The first problem is finding hairpins. Simply folding the genome produces approximately 760,000 hairpins, but there are only 60 to 200 true miRNAs. Thus we need methods to help improve specificity. Structural features, including folding energy, loops (number, symmetry), hairpin length and symmetry, substructures and pairings, can be considered, however, this only increases specificity by a factor of 40. Thus structure alone cannot predict miRNAs. Evolutionary signatures can also be considered. MiRNA show characteristic conservation properties. Hairpins consist of a loop, two arms and flanking regions. In most RNA, the loop is the most well conserved due to the fact that it is used in binding.

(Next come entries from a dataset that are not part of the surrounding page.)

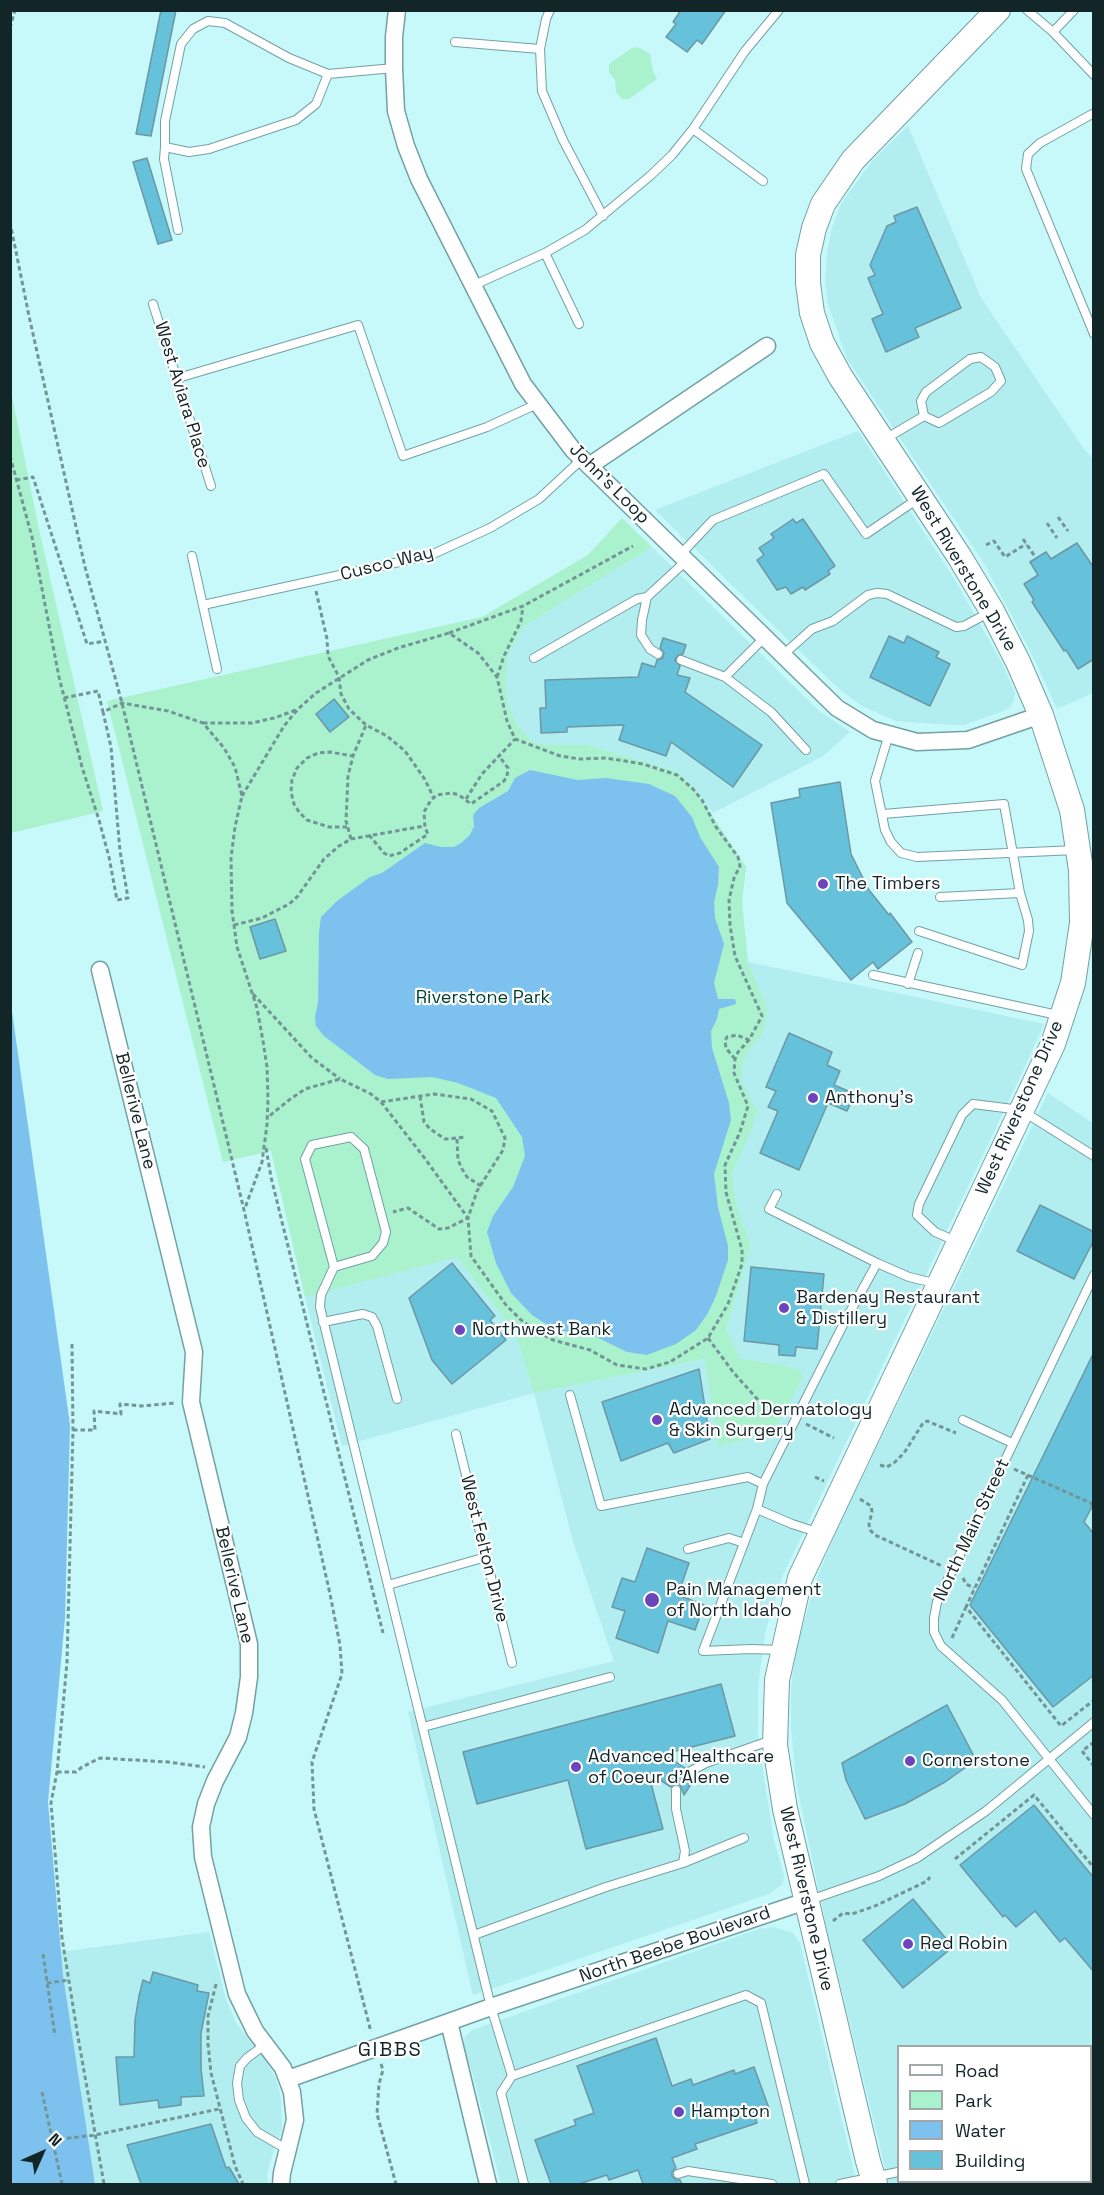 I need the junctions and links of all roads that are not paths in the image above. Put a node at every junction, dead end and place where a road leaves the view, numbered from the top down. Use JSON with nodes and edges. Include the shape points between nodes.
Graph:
{"nodes":[{"id":1,"x":397,"y":10,"type":"edge"},
{"id":2,"x":550,"y":10,"type":"edge"},
{"id":3,"x":779,"y":10,"type":"edge"},
{"id":4,"x":998,"y":10,"type":"edge"},
{"id":5,"x":1027,"y":10,"type":"edge"},
{"id":6,"x":1074,"y":10,"type":"edge"},
{"id":7,"x":1053,"y":32,"type":"junction"},
{"id":8,"x":455,"y":42,"type":"dead end"},
{"id":9,"x":540,"y":49,"type":"junction"},
{"id":10,"x":393,"y":68,"type":"junction"},
{"id":11,"x":328,"y":74,"type":"junction"},
{"id":12,"x":1094,"y":75,"type":"edge"},
{"id":13,"x":1094,"y":113,"type":"edge"},
{"id":14,"x":693,"y":129,"type":"junction"},
{"id":15,"x":165,"y":147,"type":"junction"},
{"id":16,"x":763,"y":181,"type":"dead end"},
{"id":17,"x":603,"y":216,"type":"junction"},
{"id":18,"x":178,"y":230,"type":"dead end"},
{"id":19,"x":545,"y":253,"type":"junction"},
{"id":20,"x":472,"y":286,"type":"junction"},
{"id":21,"x":153,"y":304,"type":"dead end"},
{"id":22,"x":579,"y":324,"type":"dead end"},
{"id":23,"x":1094,"y":334,"type":"edge"},
{"id":24,"x":767,"y":346,"type":"dead end"},
{"id":25,"x":178,"y":378,"type":"junction"},
{"id":26,"x":537,"y":404,"type":"junction"},
{"id":27,"x":924,"y":416,"type":"junction"},
{"id":28,"x":882,"y":441,"type":"junction"},
{"id":29,"x":585,"y":463,"type":"junction"},
{"id":30,"x":211,"y":486,"type":"dead end"},
{"id":31,"x":921,"y":497,"type":"junction"},
{"id":32,"x":192,"y":556,"type":"dead end"},
{"id":33,"x":683,"y":558,"type":"junction"},
{"id":34,"x":647,"y":597,"type":"junction"},
{"id":35,"x":203,"y":605,"type":"junction"},
{"id":36,"x":992,"y":611,"type":"junction"},
{"id":37,"x":765,"y":637,"type":"junction"},
{"id":38,"x":658,"y":654,"type":"dead end"},
{"id":39,"x":783,"y":655,"type":"junction"},
{"id":40,"x":534,"y":658,"type":"dead end"},
{"id":41,"x":681,"y":660,"type":"dead end"},
{"id":42,"x":217,"y":669,"type":"dead end"},
{"id":43,"x":725,"y":677,"type":"junction"},
{"id":44,"x":1041,"y":715,"type":"junction"},
{"id":45,"x":889,"y":734,"type":"junction"},
{"id":46,"x":806,"y":750,"type":"dead end"},
{"id":47,"x":883,"y":814,"type":"junction"},
{"id":48,"x":1078,"y":850,"type":"junction"},
{"id":49,"x":1014,"y":853,"type":"junction"},
{"id":50,"x":1020,"y":893,"type":"junction"},
{"id":51,"x":940,"y":897,"type":"dead end"},
{"id":52,"x":919,"y":931,"type":"dead end"},
{"id":53,"x":918,"y":953,"type":"dead end"},
{"id":54,"x":100,"y":970,"type":"dead end"},
{"id":55,"x":873,"y":975,"type":"dead end"},
{"id":56,"x":908,"y":984,"type":"junction"},
{"id":57,"x":1062,"y":1016,"type":"junction"},
{"id":58,"x":1022,"y":1110,"type":"junction"},
{"id":59,"x":1094,"y":1156,"type":"edge"},
{"id":60,"x":777,"y":1194,"type":"dead end"},
{"id":61,"x":958,"y":1242,"type":"junction"},
{"id":62,"x":877,"y":1263,"type":"junction"},
{"id":63,"x":334,"y":1267,"type":"junction"},
{"id":64,"x":1094,"y":1275,"type":"edge"},
{"id":65,"x":938,"y":1284,"type":"junction"},
{"id":66,"x":323,"y":1322,"type":"junction"},
{"id":67,"x":570,"y":1395,"type":"dead end"},
{"id":68,"x":397,"y":1399,"type":"dead end"},
{"id":69,"x":963,"y":1420,"type":"dead end"},
{"id":70,"x":456,"y":1434,"type":"dead end"},
{"id":71,"x":1012,"y":1443,"type":"junction"},
{"id":72,"x":763,"y":1484,"type":"junction"},
{"id":73,"x":757,"y":1509,"type":"junction"},
{"id":74,"x":822,"y":1533,"type":"junction"},
{"id":75,"x":744,"y":1544,"type":"junction"},
{"id":76,"x":688,"y":1549,"type":"dead end"},
{"id":77,"x":486,"y":1557,"type":"junction"},
{"id":78,"x":388,"y":1585,"type":"junction"},
{"id":79,"x":784,"y":1650,"type":"junction"},
{"id":80,"x":512,"y":1663,"type":"dead end"},
{"id":81,"x":610,"y":1677,"type":"dead end"},
{"id":82,"x":1094,"y":1722,"type":"edge"},
{"id":83,"x":423,"y":1727,"type":"junction"},
{"id":84,"x":775,"y":1739,"type":"junction"},
{"id":85,"x":1048,"y":1759,"type":"junction"},
{"id":86,"x":691,"y":1771,"type":"dead end"},
{"id":87,"x":676,"y":1791,"type":"dead end"},
{"id":88,"x":1094,"y":1815,"type":"edge"},
{"id":89,"x":744,"y":1838,"type":"dead end"},
{"id":90,"x":683,"y":1863,"type":"junction"},
{"id":91,"x":806,"y":1901,"type":"junction"},
{"id":92,"x":474,"y":1935,"type":"junction"},
{"id":93,"x":491,"y":2007,"type":"junction"},
{"id":94,"x":449,"y":2022,"type":"junction"},
{"id":95,"x":266,"y":2044,"type":"junction"},
{"id":96,"x":512,"y":2076,"type":"junction"},
{"id":97,"x":288,"y":2079,"type":"junction"},
{"id":98,"x":288,"y":2150,"type":"junction"},
{"id":99,"x":897,"y":2172,"type":"edge"},
{"id":100,"x":678,"y":2174,"type":"dead end"},
{"id":101,"x":874,"y":2182,"type":"edge"},
{"id":102,"x":281,"y":2184,"type":"edge"},
{"id":103,"x":488,"y":2184,"type":"edge"},
{"id":104,"x":524,"y":2184,"type":"edge"},
{"id":105,"x":772,"y":2184,"type":"edge"},
{"id":106,"x":805,"y":2184,"type":"edge"},
{"id":107,"x":840,"y":2184,"type":"edge"}],
"edges":[{"from":1,"to":10,"type":"street","name":"John's Loop"},
{"from":2,"to":9,"type":"lane"},
{"from":3,"to":14,"type":"lane","via":[[745,51]]},
{"from":4,"to":28,"type":"street","name":"West Riverstone Drive","via":[[853,160],[824,204],[814,228],[808,255],[812,313],[822,343],[840,376]]},
{"from":5,"to":7,"type":"lane"},
{"from":6,"to":7,"type":"lane"},
{"from":7,"to":12,"type":"lane"},
{"from":8,"to":9,"type":"lane"},
{"from":9,"to":17,"type":"lane","via":[[542,91]]},
{"from":10,"to":11,"type":"lane"},
{"from":10,"to":20,"type":"street","name":"John's Loop","via":[[396,111],[406,146]]},
{"from":11,"to":15,"type":"lane","via":[[316,104],[296,120],[208,149],[189,152]]},
{"from":11,"to":15,"type":"lane","via":[[225,23],[200,24],[186,36],[177,60],[165,121]]},
{"from":13,"to":23,"type":"lane","via":[[1040,143],[1028,154],[1026,169]]},
{"from":14,"to":16,"type":"lane"},
{"from":14,"to":17,"type":"lane","via":[[672,155]]},
{"from":15,"to":18,"type":"lane"},
{"from":17,"to":19,"type":"lane"},
{"from":19,"to":20,"type":"lane"},
{"from":19,"to":22,"type":"lane"},
{"from":20,"to":26,"type":"street","name":"John's Loop"},
{"from":21,"to":25,"type":"lane","name":"West Aviara Place"},
{"from":24,"to":29,"type":"street"},
{"from":25,"to":26,"type":"lane","via":[[358,325],[403,456],[487,427]]},
{"from":25,"to":30,"type":"lane","name":"West Aviara Place"},
{"from":26,"to":29,"type":"street","name":"John's Loop"},
{"from":27,"to":27,"type":"lane","via":[[939,423],[991,392],[1000,381],[995,368],[981,357],[970,359],[926,392],[921,401]]},
{"from":27,"to":28,"type":"lane"},
{"from":28,"to":31,"type":"street","name":"West Riverstone Drive"},
{"from":29,"to":33,"type":"street","name":"John's Loop"},
{"from":29,"to":35,"type":"lane","name":"Cusco Way","via":[[539,500],[431,555]]},
{"from":31,"to":33,"type":"lane","via":[[866,534],[824,474],[713,520]]},
{"from":31,"to":36,"type":"street","name":"West Riverstone Drive"},
{"from":32,"to":35,"type":"lane"},
{"from":33,"to":34,"type":"lane"},
{"from":33,"to":37,"type":"street","name":"John's Loop"},
{"from":34,"to":38,"type":"lane","via":[[641,635]]},
{"from":34,"to":40,"type":"lane"},
{"from":35,"to":42,"type":"lane"},
{"from":36,"to":39,"type":"lane","via":[[964,627],[956,627],[878,592],[833,621],[812,629]]},
{"from":36,"to":44,"type":"street","name":"West Riverstone Drive"},
{"from":37,"to":39,"type":"street","name":"John's Loop"},
{"from":37,"to":43,"type":"lane"},
{"from":39,"to":45,"type":"street","name":"John's Loop","via":[[837,708],[873,730]]},
{"from":41,"to":43,"type":"lane"},
{"from":43,"to":46,"type":"lane","via":[[771,712]]},
{"from":44,"to":45,"type":"street","name":"John's Loop","via":[[968,740],[917,742]]},
{"from":44,"to":48,"type":"street","name":"West Riverstone Drive","via":[[1072,810]]},
{"from":45,"to":47,"type":"lane","via":[[875,781]]},
{"from":47,"to":49,"type":"lane","via":[[885,830],[901,853]]},
{"from":47,"to":49,"type":"lane","via":[[1004,804]]},
{"from":48,"to":49,"type":"lane"},
{"from":48,"to":57,"type":"street","name":"West Riverstone Drive","via":[[1082,923],[1073,983]]},
{"from":49,"to":50,"type":"lane"},
{"from":50,"to":51,"type":"lane"},
{"from":50,"to":52,"type":"lane","via":[[1029,931],[1022,965]]},
{"from":53,"to":56,"type":"lane"},
{"from":54,"to":95,"type":"street","name":"Bellerive Lane","via":[[194,1352],[191,1402],[249,1644],[249,1677],[238,1737],[206,1804],[201,1827],[203,1857],[237,1994],[244,2014]]},
{"from":55,"to":56,"type":"lane"},
{"from":56,"to":57,"type":"lane"},
{"from":57,"to":58,"type":"street","name":"West Riverstone Drive"},
{"from":58,"to":59,"type":"lane"},
{"from":58,"to":61,"type":"street","name":"West Riverstone Drive"},
{"from":58,"to":61,"type":"lane","via":[[973,1104],[962,1115],[919,1204],[918,1215],[934,1232]]},
{"from":60,"to":62,"type":"lane","via":[[769,1209]]},
{"from":61,"to":65,"type":"street","name":"West Riverstone Drive"},
{"from":62,"to":65,"type":"lane"},
{"from":62,"to":72,"type":"lane"},
{"from":63,"to":63,"type":"lane","via":[[372,1256],[386,1232],[364,1149],[351,1137],[312,1146],[305,1159]]},
{"from":63,"to":66,"type":"lane","via":[[321,1295]]},
{"from":64,"to":71,"type":"lane","name":"North Main Street"},
{"from":65,"to":74,"type":"street","name":"West Riverstone Drive"},
{"from":66,"to":68,"type":"lane","via":[[363,1314],[372,1317]]},
{"from":66,"to":78,"type":"lane"},
{"from":67,"to":72,"type":"lane","via":[[601,1506],[748,1477]]},
{"from":69,"to":71,"type":"lane"},
{"from":70,"to":77,"type":"lane","name":"West Felton Drive"},
{"from":71,"to":85,"type":"lane","name":"North Main Street","via":[[938,1602],[934,1632],[946,1652],[1002,1701]]},
{"from":72,"to":73,"type":"lane"},
{"from":73,"to":74,"type":"lane"},
{"from":73,"to":75,"type":"lane"},
{"from":74,"to":79,"type":"street","name":"West Riverstone Drive","via":[[800,1578]]},
{"from":75,"to":76,"type":"lane","via":[[729,1538]]},
{"from":75,"to":79,"type":"lane","via":[[704,1651]]},
{"from":77,"to":78,"type":"lane"},
{"from":77,"to":80,"type":"lane","name":"West Felton Drive"},
{"from":78,"to":83,"type":"lane"},
{"from":79,"to":84,"type":"street","name":"West Riverstone Drive","via":[[777,1680]]},
{"from":81,"to":83,"type":"lane"},
{"from":82,"to":85,"type":"lane","name":"North Beebe Boulevard"},
{"from":83,"to":92,"type":"lane"},
{"from":84,"to":86,"type":"lane"},
{"from":84,"to":91,"type":"street","name":"West Riverstone Drive","via":[[785,1809]]},
{"from":85,"to":88,"type":"lane","name":"North Main Street"},
{"from":85,"to":91,"type":"lane","name":"North Beebe Boulevard","via":[[986,1811],[917,1858],[879,1876]]},
{"from":87,"to":90,"type":"lane","via":[[685,1851]]},
{"from":89,"to":90,"type":"lane"},
{"from":90,"to":92,"type":"lane"},
{"from":91,"to":93,"type":"street","name":"North Beebe Boulevard"},
{"from":91,"to":101,"type":"street","name":"West Riverstone Drive"},
{"from":92,"to":93,"type":"lane"},
{"from":93,"to":94,"type":"street","name":"North Beebe Boulevard"},
{"from":93,"to":96,"type":"lane"},
{"from":94,"to":97,"type":"street","name":"North Beebe Boulevard"},
{"from":94,"to":103,"type":"street"},
{"from":95,"to":97,"type":"street","name":"Bellerive Lane"},
{"from":95,"to":98,"type":"lane","via":[[240,2066],[239,2100],[257,2132]]},
{"from":96,"to":104,"type":"lane","via":[[501,2093]]},
{"from":96,"to":106,"type":"lane","via":[[746,1995],[761,2003]]},
{"from":97,"to":98,"type":"street","name":"Bellerive Lane","via":[[295,2120]]},
{"from":98,"to":102,"type":"street","name":"Bellerive Lane"},
{"from":99,"to":101,"type":"lane"},
{"from":100,"to":105,"type":"lane","via":[[688,2170]]},
{"from":101,"to":107,"type":"lane"}]}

In miRNA, however, the arms are more conserved because they determine where the RISK complex will bind. This increases specificity by a factor of 300. Both these structural features and conservation properties can be combined to better predict potential miRNAs.
These features are combined using machine learning, specifically random forests. This produces many weak classifiers (decision trees) on subsets of positives and negatives. Each tree then votes on the final classification of a given miRNA. Using this technique allows us to reach the desired sensitivity (increased by 4,500 fold).
Validating Discovered MiRNAs
Discovered miRNAs can be validated by comparing to known miRNAs. An example given in class shows that 81% of discovered miRNAs were already known to exist, which shows that these methods perform well. The putative miRNAs have yet to be tested, however this can be difficult to do as testing is done by cloning.
Region specificity is another method for validating miRNAs. In the background, hairpins are fairly evenly distributed between introns, exons, intergenic regions, and repeats and transposons. Increasing confidence in predictions causes almost all miRNAs to fall in introns and intergenic regions, as expected. These predictions also match sequencing reads.
This also produced some genomic properties typical of miRNAs. They have a preference for transcribed strand. This allows them to piggyback in intron of real gene, and thus not require a separate transcription. They also clustering with known and predicted miRNAs. This indicates that they are in the same family and have a common orgin.
MiRNA’s 5’ End Identification
The first seven bases determine where an miRNA binds, thus it is important to know exactly where clevage occurs. If this clevage point is wrong by even two bases, the miRNA will be predicted to bind to a completely different gene. These clevage points can be discovered computationally by searching for highly conserved 7-mers which could be targets. These 7-mers also correlate to a lack of anti-targets in ubiquitously expressed genes. Using these features, structural features and conservational features, it is possible to take a machine learning approach (SVMs) to predict clevage site. Some miRNAs have no single high scoring position, and these also show imprecise processing in the cell. If the star sequence is highly scored, then it tends to be more expressed in the cell also.
Functional Motifs in Coding Regions
Each motif type has distinct signatures. DNA is strand symmetric, RNA is strand-specific and frame- invariant, and Protein is strand-specific and frame-biased. This frame-invariance can be used as a signature. Each frame can then be evaluated separately. Motifs due to di-codon usage biases are conserved in only one frame offset while motifs due to RNA-level regulation are conserved in all three frame offsets. This allows the ability to distinguish overlapping pressures.